The carpark cranks at MEMA and the NSW DPI now celebrate three Tallow Creek fish kills in four years. This amounts to five blackwater events since the marine park was mandated to ‘protect’ the Tallow Creek Special Purpose Zone in 2006.
Throw in a bunch of ownership failures that are penned into Byron Council’s Tallow Creek Floodplain Management Plan 2009. A management regime that’s enjoyed four fish kills in its seven years.

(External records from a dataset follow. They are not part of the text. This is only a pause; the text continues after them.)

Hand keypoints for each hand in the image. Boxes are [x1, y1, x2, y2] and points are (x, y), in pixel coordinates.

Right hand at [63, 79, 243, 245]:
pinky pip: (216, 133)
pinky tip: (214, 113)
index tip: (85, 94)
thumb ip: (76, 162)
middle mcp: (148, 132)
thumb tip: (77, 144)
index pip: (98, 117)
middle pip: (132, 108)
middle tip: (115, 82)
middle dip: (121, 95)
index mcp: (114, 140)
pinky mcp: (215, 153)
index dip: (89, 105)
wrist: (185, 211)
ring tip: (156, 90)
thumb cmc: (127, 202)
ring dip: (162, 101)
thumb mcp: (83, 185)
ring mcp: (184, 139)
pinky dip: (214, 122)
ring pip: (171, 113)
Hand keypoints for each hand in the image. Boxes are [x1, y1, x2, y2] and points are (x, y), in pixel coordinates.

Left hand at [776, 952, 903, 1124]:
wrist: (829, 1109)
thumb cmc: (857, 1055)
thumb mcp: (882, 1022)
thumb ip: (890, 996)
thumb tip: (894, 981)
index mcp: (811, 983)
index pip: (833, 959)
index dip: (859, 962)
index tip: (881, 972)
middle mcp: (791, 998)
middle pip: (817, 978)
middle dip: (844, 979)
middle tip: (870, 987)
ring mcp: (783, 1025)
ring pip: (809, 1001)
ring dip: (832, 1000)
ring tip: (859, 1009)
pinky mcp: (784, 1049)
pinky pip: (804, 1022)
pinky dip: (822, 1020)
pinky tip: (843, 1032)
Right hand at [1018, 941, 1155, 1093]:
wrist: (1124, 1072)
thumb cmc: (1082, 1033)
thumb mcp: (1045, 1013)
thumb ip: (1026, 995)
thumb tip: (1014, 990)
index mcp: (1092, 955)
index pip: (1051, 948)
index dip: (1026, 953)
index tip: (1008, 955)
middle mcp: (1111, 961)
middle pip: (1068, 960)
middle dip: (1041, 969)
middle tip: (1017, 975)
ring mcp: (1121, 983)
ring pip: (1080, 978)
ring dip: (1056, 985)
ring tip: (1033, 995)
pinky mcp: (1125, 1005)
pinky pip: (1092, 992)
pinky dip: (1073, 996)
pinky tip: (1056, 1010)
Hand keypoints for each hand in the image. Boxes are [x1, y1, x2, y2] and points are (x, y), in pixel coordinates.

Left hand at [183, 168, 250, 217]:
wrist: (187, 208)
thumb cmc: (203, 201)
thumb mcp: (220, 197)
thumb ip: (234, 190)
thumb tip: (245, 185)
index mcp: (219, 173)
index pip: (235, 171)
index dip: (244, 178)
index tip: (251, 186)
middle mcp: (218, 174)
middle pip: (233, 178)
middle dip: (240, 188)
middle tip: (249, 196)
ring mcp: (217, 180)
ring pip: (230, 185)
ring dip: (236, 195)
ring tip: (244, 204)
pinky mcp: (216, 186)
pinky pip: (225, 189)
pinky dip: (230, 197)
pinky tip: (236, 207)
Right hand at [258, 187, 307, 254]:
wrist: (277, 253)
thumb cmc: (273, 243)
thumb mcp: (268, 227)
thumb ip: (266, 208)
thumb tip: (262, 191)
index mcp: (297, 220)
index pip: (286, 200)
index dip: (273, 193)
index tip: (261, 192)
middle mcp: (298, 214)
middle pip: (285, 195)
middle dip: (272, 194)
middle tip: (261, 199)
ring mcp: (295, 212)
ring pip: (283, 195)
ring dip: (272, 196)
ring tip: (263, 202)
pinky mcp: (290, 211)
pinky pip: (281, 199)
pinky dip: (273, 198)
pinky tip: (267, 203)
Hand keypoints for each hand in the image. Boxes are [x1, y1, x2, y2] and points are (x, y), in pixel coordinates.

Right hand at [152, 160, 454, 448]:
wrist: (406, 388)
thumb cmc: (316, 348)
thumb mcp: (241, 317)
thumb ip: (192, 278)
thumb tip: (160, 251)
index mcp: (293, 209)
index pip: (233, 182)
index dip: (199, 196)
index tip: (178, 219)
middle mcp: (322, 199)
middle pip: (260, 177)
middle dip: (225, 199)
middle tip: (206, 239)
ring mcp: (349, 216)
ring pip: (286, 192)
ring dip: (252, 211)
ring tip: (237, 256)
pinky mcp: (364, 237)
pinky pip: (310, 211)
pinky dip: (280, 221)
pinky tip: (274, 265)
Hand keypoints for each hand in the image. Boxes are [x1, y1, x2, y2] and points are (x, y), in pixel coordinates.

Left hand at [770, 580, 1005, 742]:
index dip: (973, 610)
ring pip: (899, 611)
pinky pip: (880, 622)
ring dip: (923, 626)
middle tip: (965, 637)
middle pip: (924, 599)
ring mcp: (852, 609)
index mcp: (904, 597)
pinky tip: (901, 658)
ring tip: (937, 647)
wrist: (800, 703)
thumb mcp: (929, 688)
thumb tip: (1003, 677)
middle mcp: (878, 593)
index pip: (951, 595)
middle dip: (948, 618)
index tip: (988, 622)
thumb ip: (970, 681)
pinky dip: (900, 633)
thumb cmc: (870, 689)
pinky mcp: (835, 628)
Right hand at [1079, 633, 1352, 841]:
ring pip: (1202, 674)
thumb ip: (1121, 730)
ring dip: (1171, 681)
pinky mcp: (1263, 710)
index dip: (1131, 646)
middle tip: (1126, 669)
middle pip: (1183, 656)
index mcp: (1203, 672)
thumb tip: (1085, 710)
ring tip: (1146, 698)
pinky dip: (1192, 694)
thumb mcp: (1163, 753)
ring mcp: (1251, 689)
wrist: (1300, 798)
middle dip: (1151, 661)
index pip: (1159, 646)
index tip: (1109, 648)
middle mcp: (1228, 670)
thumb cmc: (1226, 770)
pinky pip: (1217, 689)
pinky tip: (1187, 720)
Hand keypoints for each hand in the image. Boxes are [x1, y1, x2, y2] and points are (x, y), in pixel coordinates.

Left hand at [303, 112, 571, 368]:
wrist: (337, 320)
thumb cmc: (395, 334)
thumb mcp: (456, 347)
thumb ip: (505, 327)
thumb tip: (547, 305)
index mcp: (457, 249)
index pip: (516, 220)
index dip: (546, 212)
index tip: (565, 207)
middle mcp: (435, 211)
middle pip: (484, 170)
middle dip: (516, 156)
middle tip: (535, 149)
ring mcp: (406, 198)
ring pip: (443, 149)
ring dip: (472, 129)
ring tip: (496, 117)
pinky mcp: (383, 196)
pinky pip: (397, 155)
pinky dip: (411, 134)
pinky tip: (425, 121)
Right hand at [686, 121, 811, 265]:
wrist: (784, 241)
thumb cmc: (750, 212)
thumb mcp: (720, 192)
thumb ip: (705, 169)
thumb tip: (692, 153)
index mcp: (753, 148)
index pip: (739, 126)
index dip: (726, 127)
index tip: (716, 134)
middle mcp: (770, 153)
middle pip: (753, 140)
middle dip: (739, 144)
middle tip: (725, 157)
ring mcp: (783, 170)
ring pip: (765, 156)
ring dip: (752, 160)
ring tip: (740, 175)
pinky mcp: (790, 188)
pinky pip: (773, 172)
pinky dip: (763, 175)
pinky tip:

Collectively crowning Tallow Creek with the most frequent fish kills of any marine park-owned ICOLL in NSW.
The social engineers at MEMA and the NSW DPI have been provided with at least five formal submissions from Byron’s locally endorsed recreational fishing leaders about the toxic state of Tallow Creek. One for each blackwater event. Despite local fishos proposing the controlled trial of an ecologically advantageous fuse height amendment to mitigate the public asset slaughters at Tallow Creek, these representations are buried. Buried alongside the ‘protected’ remains of critically endangered colonies of Mitchell’s Rainforest Snail.
Ministerial marine park determinations have conveniently excluded Tallow Creek. Instead, local stakeholders were cranked with a stacked 2014–2018 advisory committee and the implementation of a Cape Byron Sanctuary Zone based on ‘… an increasing risk of increased competition with other users (principally surfers) for access (parking)’.